- _Available records_:
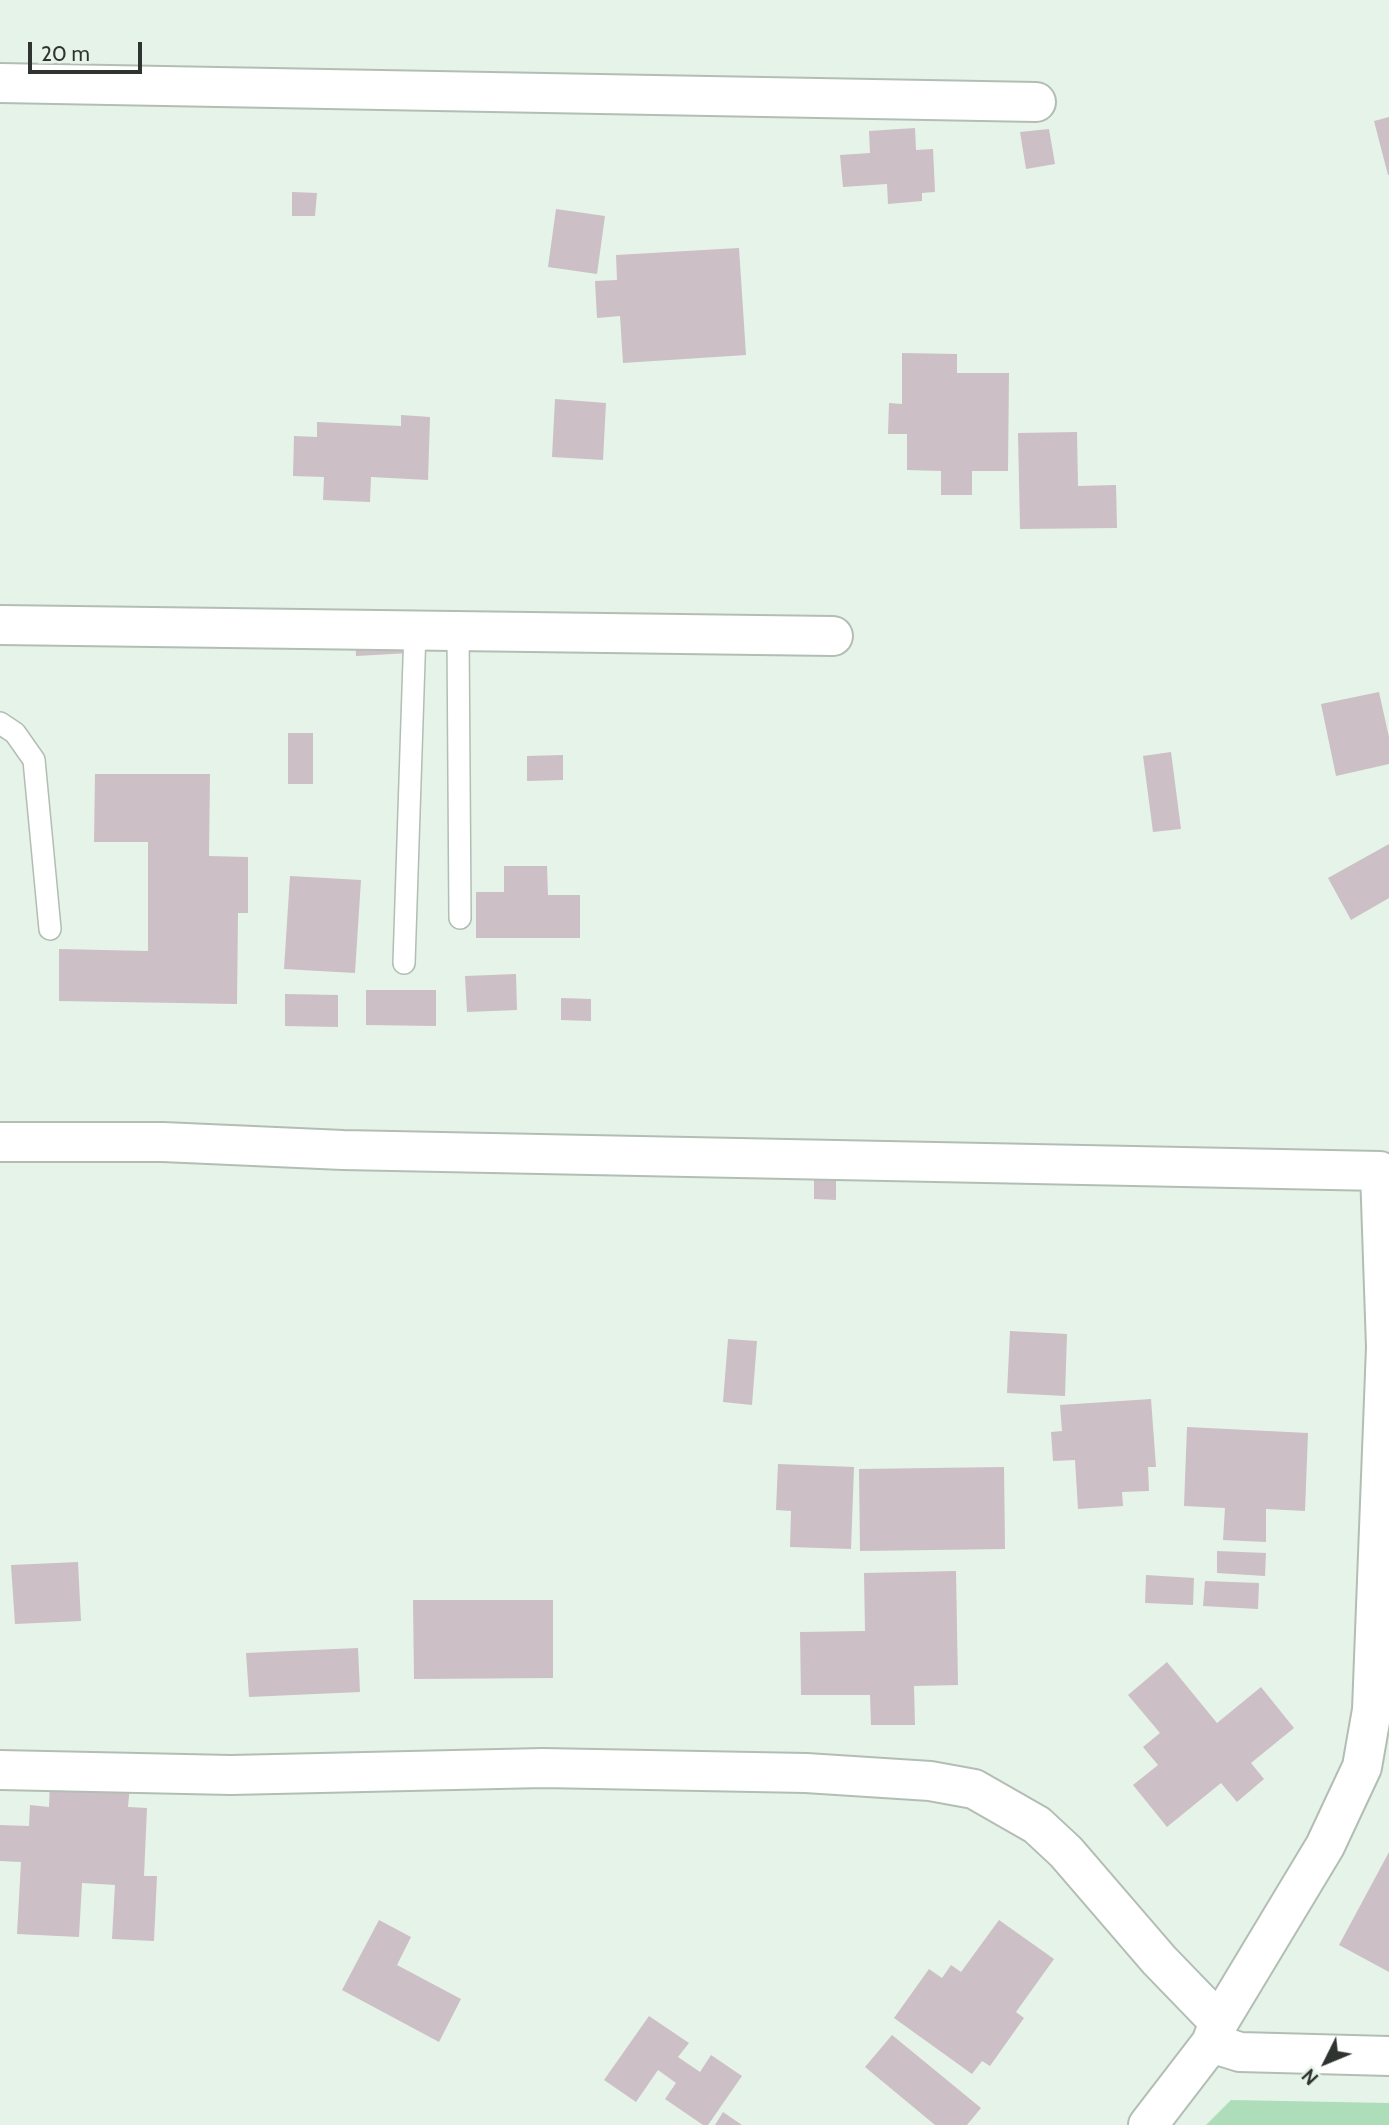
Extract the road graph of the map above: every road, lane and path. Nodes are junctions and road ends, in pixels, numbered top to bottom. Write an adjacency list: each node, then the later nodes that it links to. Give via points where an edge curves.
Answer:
1 (0, 83): 2 (street)
2 (1036, 102)
3 (0, 625): 4 (street)
4 (415, 630): 5 (street); 10 (lane)
5 (458, 631): 6 (street); 8 (lane)
6 (833, 636)
7 (0, 723): 9 (lane, via 15,733 34,760)
8 (460, 918)
9 (50, 929)
10 (404, 963)
11 (0, 1142): 12 (street)
12 (1384, 1171): 14 (street, via 1386,1347 1371,1710 1362,1767 1325,1846)
13 (0, 1770): 14 (street, via 232,1775 626,1770 820,1774 930,1781 974,1789 1037,1825 1066,1852)
14 (1215, 2032): 15 (street, via 1240,2052); 16 (street)
15 (1389, 2056)
16 (1148, 2125)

- _The problem_: With the pictures dropped, give every entry above again exactly.

- _Output for this exercise_:
Extract the road graph of the map above: every road, lane and path. Nodes are junctions and road ends, in pixels, numbered top to bottom. Write an adjacency list: each node, then the later nodes that it links to. Give via points where an edge curves.
Answer:
1 (0, 83): 2 (street)
2 (1036, 102)
3 (0, 625): 4 (street)
4 (415, 630): 5 (street); 10 (lane)
5 (458, 631): 6 (street); 8 (lane)
6 (833, 636)
7 (0, 723): 9 (lane, via 15,733 34,760)
8 (460, 918)
9 (50, 929)
10 (404, 963)
11 (0, 1142): 12 (street)
12 (1384, 1171): 14 (street, via 1386,1347 1371,1710 1362,1767 1325,1846)
13 (0, 1770): 14 (street, via 232,1775 626,1770 820,1774 930,1781 974,1789 1037,1825 1066,1852)
14 (1215, 2032): 15 (street, via 1240,2052); 16 (street)
15 (1389, 2056)
16 (1148, 2125)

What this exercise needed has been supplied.